Mr. Hopkins’s house was as easy to enter as the royal court had been in the grand old days in London, when any wealthy man might walk in to gaze on his monarch and the royal family. The king believed that his dinner table should be on view in his dining hall, as an altar should be on view in church. There was divinity in both. Here in Newport, although there was a brace of guards on each door, they did not challenge anyone: if a man was richly dressed, he could enter. The king was free to come and go as he wished, bound only by his given word not to leave the island. The street outside was crowded all the day with gorgeously dressed well-wishers, parading up and down the freshly swept cobbles, remarking loudly on the simplicity of the town and the poverty of the buildings, besieged by common people wanting a glimpse of a man who claimed to be semidivine, constantly circled by beggars and the sick. King Charles was famous for the healing powers of his long white fingers. A sick man or woman could kneel before him and be restored with one light touch of the hand and a whispered blessing. No one was refused access to the king’s powers. Already a young woman was claiming that he had cured her blindness with his divine grace. Everyone knew that the king was not a mortal man. He had the holy oil on his sacred breast, he was the descendant of ordained kings, he was only one step down from the angels.
James took care to keep the boys away from the sickly paupers, and paid a guard a small coin to allow them to stand below the window where, they were assured, the king was studying papers sent from parliament. Everyone said that the parliamentary commissioners would arrive within the week and they would work through the many clauses of an agreement with the king so that he might return to his throne and rule with the consent of the houses of parliament. Now the Scots were defeated, the king and parliament would have to agree: he had lost his last gamble. He would always be king, but no longer could he impose his will on the people. Finally, he would have to come to an accord. Peace—after two civil wars—would come to the country and the court.
The boys waited, craning their necks to look up at the overhanging window; the church bells of Newport started to chime all around the town for six o’clock.

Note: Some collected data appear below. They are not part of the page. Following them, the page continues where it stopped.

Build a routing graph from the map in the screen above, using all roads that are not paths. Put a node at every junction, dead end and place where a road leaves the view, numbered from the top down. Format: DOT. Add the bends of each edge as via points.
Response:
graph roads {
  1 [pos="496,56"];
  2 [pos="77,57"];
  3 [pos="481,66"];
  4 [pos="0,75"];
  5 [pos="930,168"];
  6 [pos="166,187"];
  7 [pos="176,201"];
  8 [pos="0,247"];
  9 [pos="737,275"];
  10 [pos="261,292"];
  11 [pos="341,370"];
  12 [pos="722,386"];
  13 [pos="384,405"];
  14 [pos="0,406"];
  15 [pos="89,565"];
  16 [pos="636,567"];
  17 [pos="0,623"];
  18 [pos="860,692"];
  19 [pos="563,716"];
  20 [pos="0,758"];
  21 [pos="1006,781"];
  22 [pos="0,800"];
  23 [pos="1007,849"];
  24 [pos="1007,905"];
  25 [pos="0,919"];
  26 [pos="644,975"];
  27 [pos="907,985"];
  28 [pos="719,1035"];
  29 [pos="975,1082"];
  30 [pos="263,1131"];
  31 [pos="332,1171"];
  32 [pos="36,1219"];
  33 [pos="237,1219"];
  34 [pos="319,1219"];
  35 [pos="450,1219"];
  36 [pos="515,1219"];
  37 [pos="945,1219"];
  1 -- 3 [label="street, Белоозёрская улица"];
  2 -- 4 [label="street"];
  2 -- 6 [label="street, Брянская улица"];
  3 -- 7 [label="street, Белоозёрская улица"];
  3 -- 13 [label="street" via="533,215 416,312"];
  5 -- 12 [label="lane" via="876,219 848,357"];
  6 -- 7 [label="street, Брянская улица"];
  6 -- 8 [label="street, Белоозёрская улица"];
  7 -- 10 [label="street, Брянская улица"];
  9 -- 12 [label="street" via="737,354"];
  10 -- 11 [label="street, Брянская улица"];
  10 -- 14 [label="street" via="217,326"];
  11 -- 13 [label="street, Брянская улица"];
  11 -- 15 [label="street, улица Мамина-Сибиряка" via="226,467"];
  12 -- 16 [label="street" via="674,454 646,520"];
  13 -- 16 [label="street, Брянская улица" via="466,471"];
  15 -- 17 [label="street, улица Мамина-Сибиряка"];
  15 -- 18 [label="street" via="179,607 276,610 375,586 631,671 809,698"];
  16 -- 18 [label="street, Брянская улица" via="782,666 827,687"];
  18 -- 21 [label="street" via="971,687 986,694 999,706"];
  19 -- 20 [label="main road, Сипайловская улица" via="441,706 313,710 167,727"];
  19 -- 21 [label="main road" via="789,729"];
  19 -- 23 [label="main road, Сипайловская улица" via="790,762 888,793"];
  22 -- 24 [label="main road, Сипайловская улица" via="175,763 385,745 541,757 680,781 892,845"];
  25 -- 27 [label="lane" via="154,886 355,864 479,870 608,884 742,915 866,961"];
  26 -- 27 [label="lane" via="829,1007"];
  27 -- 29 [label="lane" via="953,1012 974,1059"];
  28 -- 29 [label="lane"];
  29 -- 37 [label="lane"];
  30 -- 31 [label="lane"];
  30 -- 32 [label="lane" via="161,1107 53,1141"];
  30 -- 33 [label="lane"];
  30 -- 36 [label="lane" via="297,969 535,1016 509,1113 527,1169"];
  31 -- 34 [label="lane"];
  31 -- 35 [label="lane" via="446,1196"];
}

There was an excited murmur among the crowd, one side of the leaded window swung open, and the graying head of the King of England poked out. Charles looked down at the people waiting below, he smiled wearily, and raised one heavily ringed hand.
“Is that him?” Rob asked, the nephew of an army man, born and bred a roundhead, unable to keep the disappointment from his voice.
“It is,” James confirmed, pulling his hat from his head and looking upwards, hoping to feel a flush of loyalty, of passionate devotion, but experiencing nothing but anxiety.
“No crown?”
“Only when he’s on the throne, I think.”
“Then how can you be sure it’s him?” Rob persisted. “Without a crown? Could be anybody.”